» Goal of the exercise: What is needed is an exact transcription of every record below.

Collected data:

________________________

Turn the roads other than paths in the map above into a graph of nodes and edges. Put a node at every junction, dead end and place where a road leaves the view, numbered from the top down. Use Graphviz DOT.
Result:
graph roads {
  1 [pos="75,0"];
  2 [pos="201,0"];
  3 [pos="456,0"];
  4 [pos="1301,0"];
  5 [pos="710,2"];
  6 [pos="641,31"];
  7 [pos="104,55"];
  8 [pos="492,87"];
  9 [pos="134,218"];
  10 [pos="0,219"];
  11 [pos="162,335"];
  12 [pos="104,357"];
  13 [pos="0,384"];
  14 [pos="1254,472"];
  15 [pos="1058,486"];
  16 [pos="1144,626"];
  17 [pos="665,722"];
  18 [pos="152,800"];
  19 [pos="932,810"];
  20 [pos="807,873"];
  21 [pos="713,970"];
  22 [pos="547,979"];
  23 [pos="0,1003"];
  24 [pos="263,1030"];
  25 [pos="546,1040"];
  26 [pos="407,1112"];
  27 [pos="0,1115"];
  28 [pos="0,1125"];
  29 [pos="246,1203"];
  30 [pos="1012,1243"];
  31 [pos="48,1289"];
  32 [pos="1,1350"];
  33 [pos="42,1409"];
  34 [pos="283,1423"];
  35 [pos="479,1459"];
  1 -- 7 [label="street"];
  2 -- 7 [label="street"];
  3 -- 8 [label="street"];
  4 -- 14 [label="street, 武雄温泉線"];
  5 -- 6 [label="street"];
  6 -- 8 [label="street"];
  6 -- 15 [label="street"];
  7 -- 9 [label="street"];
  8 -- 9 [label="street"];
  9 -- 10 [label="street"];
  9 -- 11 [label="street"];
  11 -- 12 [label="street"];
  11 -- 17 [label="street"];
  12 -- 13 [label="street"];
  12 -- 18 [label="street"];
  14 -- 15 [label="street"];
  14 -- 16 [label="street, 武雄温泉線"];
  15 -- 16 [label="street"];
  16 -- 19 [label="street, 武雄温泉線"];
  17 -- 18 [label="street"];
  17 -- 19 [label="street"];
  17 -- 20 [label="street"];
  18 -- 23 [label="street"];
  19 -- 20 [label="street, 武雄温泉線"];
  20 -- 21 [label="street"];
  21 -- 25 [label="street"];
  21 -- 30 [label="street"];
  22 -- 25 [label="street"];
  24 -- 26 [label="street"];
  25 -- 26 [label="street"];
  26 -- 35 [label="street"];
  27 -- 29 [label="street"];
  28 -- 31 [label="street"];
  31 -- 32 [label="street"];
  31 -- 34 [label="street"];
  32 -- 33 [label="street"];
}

________________________

» Your solution:
Turn the roads other than paths in the map above into a graph of nodes and edges. Put a node at every junction, dead end and place where a road leaves the view, numbered from the top down. Use Graphviz DOT.
Result:
graph roads {
  1 [pos="75,0"];
  2 [pos="201,0"];
  3 [pos="456,0"];
  4 [pos="1301,0"];
  5 [pos="710,2"];
  6 [pos="641,31"];
  7 [pos="104,55"];
  8 [pos="492,87"];
  9 [pos="134,218"];
  10 [pos="0,219"];
  11 [pos="162,335"];
  12 [pos="104,357"];
  13 [pos="0,384"];
  14 [pos="1254,472"];
  15 [pos="1058,486"];
  16 [pos="1144,626"];
  17 [pos="665,722"];
  18 [pos="152,800"];
  19 [pos="932,810"];
  20 [pos="807,873"];
  21 [pos="713,970"];
  22 [pos="547,979"];
  23 [pos="0,1003"];
  24 [pos="263,1030"];
  25 [pos="546,1040"];
  26 [pos="407,1112"];
  27 [pos="0,1115"];
  28 [pos="0,1125"];
  29 [pos="246,1203"];
  30 [pos="1012,1243"];
  31 [pos="48,1289"];
  32 [pos="1,1350"];
  33 [pos="42,1409"];
  34 [pos="283,1423"];
  35 [pos="479,1459"];
  1 -- 7 [label="street"];
  2 -- 7 [label="street"];
  3 -- 8 [label="street"];
  4 -- 14 [label="street, 武雄温泉線"];
  5 -- 6 [label="street"];
  6 -- 8 [label="street"];
  6 -- 15 [label="street"];
  7 -- 9 [label="street"];
  8 -- 9 [label="street"];
  9 -- 10 [label="street"];
  9 -- 11 [label="street"];
  11 -- 12 [label="street"];
  11 -- 17 [label="street"];
  12 -- 13 [label="street"];
  12 -- 18 [label="street"];
  14 -- 15 [label="street"];
  14 -- 16 [label="street, 武雄温泉線"];
  15 -- 16 [label="street"];
  16 -- 19 [label="street, 武雄温泉線"];
  17 -- 18 [label="street"];
  17 -- 19 [label="street"];
  17 -- 20 [label="street"];
  18 -- 23 [label="street"];
  19 -- 20 [label="street, 武雄温泉線"];
  20 -- 21 [label="street"];
  21 -- 25 [label="street"];
  21 -- 30 [label="street"];
  22 -- 25 [label="street"];
  24 -- 26 [label="street"];
  25 -- 26 [label="street"];
  26 -- 35 [label="street"];
  27 -- 29 [label="street"];
  28 -- 31 [label="street"];
  31 -- 32 [label="street"];
  31 -- 34 [label="street"];
  32 -- 33 [label="street"];
}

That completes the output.